BACKGROUND AND OBJECTIVE

Brain-computer interfaces (BCI) have started to be used with the development of computer technology in order to enable individuals who are in this situation to communicate with their environment or move. This study focused on the spelling system that transforms the brain activities obtained with EEG signals into writing. In BCI systems working with P300 obtained from 64 electrodes, data recording and processing cause high cost and high processing load. By reducing the number of electrodes used, the physical dimensions, costs, and processing loads of the systems can be reduced. The main problem at this stage is to determine which electrodes are more effective. Randomness-based optimization methods perform their experiments within the framework of a specific fitness function, resulting in near-best results rather than the best result. The electrodes chosen as a result of the study are expected to contribute positively to the classifier performance.

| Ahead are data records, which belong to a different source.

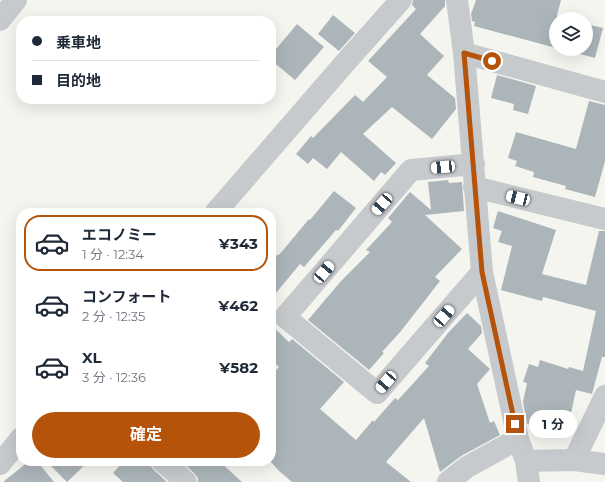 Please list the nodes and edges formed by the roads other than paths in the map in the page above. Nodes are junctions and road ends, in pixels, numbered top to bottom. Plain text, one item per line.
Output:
1 (16, 0) edge
2 (401, 0) edge
3 (457, 0) edge
4 (0, 20) edge
5 (464, 53) junction
6 (605, 92) edge
7 (474, 164) junction
8 (474, 187) junction
9 (219, 208) edge
10 (605, 219) edge
11 (482, 272) junction
12 (605, 396) edge
13 (518, 439) junction
14 (16, 444) edge
15 (574, 460) junction
16 (526, 461) junction
17 (0, 464) edge
18 (605, 464) edge
19 (168, 466) edge
20 (186, 482) edge
21 (448, 482) edge
22 (529, 482) edge

1 - 4 street
2 - 9 street
3 - 5 street
5 - 6 street
5 - 7 street
7 - 8 street
7 - 11 street
8 - 10 street
8 - 11 street
11 - 13 street
12 - 15 street
13 - 16 street
13 - 21 street
14 - 17 street
15 - 16 street
15 - 18 street
16 - 22 street
19 - 20 street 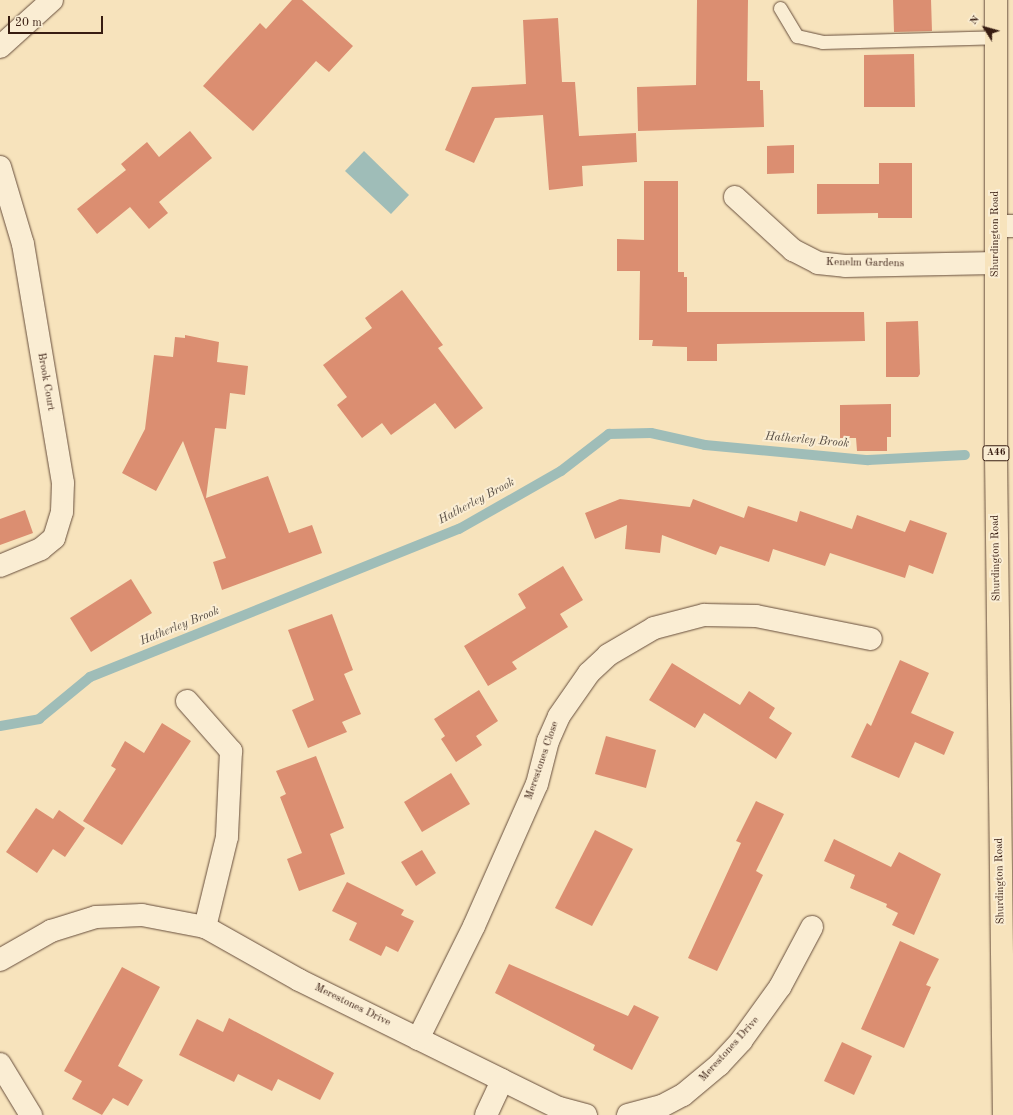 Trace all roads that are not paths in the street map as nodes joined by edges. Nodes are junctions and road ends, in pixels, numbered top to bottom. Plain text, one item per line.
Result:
1 (52, 0) edge
2 (996, 0) edge
3 (780, 8) dead end
4 (996, 37) junction
5 (0, 47) edge
6 (0, 167) edge
7 (735, 196) dead end
8 (1004, 226) edge
9 (996, 263) junction
10 (0, 566) edge
11 (870, 639) dead end
12 (187, 701) dead end
13 (204, 927) junction
14 (812, 927) dead end
15 (0, 960) edge
16 (418, 1039) junction
17 (0, 1064) edge
18 (502, 1080) junction
19 (30, 1115) edge
20 (486, 1115) edge
21 (586, 1115) edge
22 (628, 1115) edge
23 (1004, 1115) edge

1 - 5 street
2 - 4 main road, Shurdington Road / A46
3 - 4 lane
4 - 8 main road, Shurdington Road / A46
6 - 10 street, Brook Court
7 - 9 street, Kenelm Gardens
8 - 9 main road, Shurdington Road / A46
9 - 23 main road, Shurdington Road / A46
11 - 16 street, Merestones Close
12 - 13 street
13 - 15 street, Merestones Drive
13 - 16 street, Merestones Drive
14 - 22 street, Merestones Drive
16 - 18 street, Merestones Drive
17 - 19 street
18 - 20 street
18 - 21 street, Merestones Drive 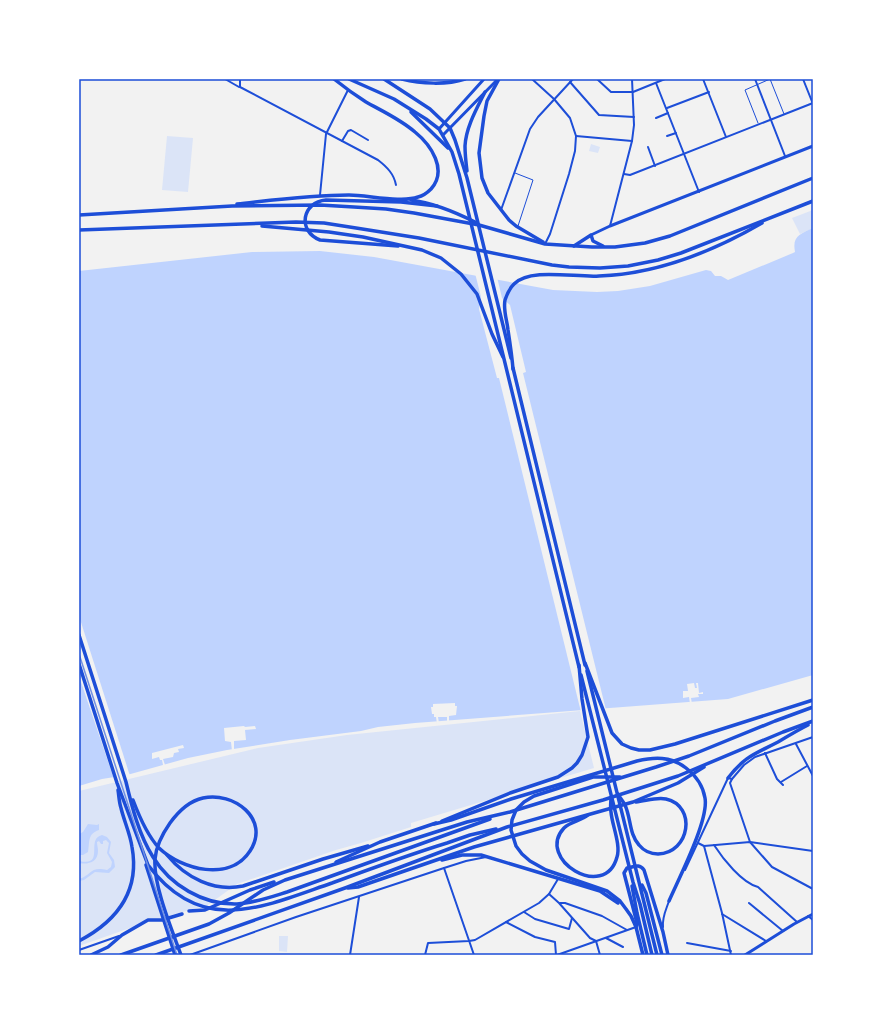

At the same time, an unbalanced data set is balanced, and an increase in system performance is expected.

METHOD

Electrode selection was performed in both the original dataset and ADASYN dataset using the Genetic Algorithm and Binary Particle Swarm Optimization methods. As a dataset, Wadsworth BCI Dataset (P300 Evoked Potentials) was used in the study. The channels chosen most frequently by optimization methods were determined and compared with the 64-channel classification results using LS-SVM and LDA.

RESULT

As a result of the optimization processes, the eight channels selected most frequently, the channels selected more than the average of all the selected channels and 64 channel results were compared. The highest accuracy was achieved with the LDA classifier for user A with 29 channels selected with BPSO with 97.250%.

CONCLUSIONS

The results obtained in the study showed that the number of channels decreased by optimization methods increases the classification performance. In addition, classifier training and test times have been greatly reduced. The application of the ADASYN method did not result in any significant difference.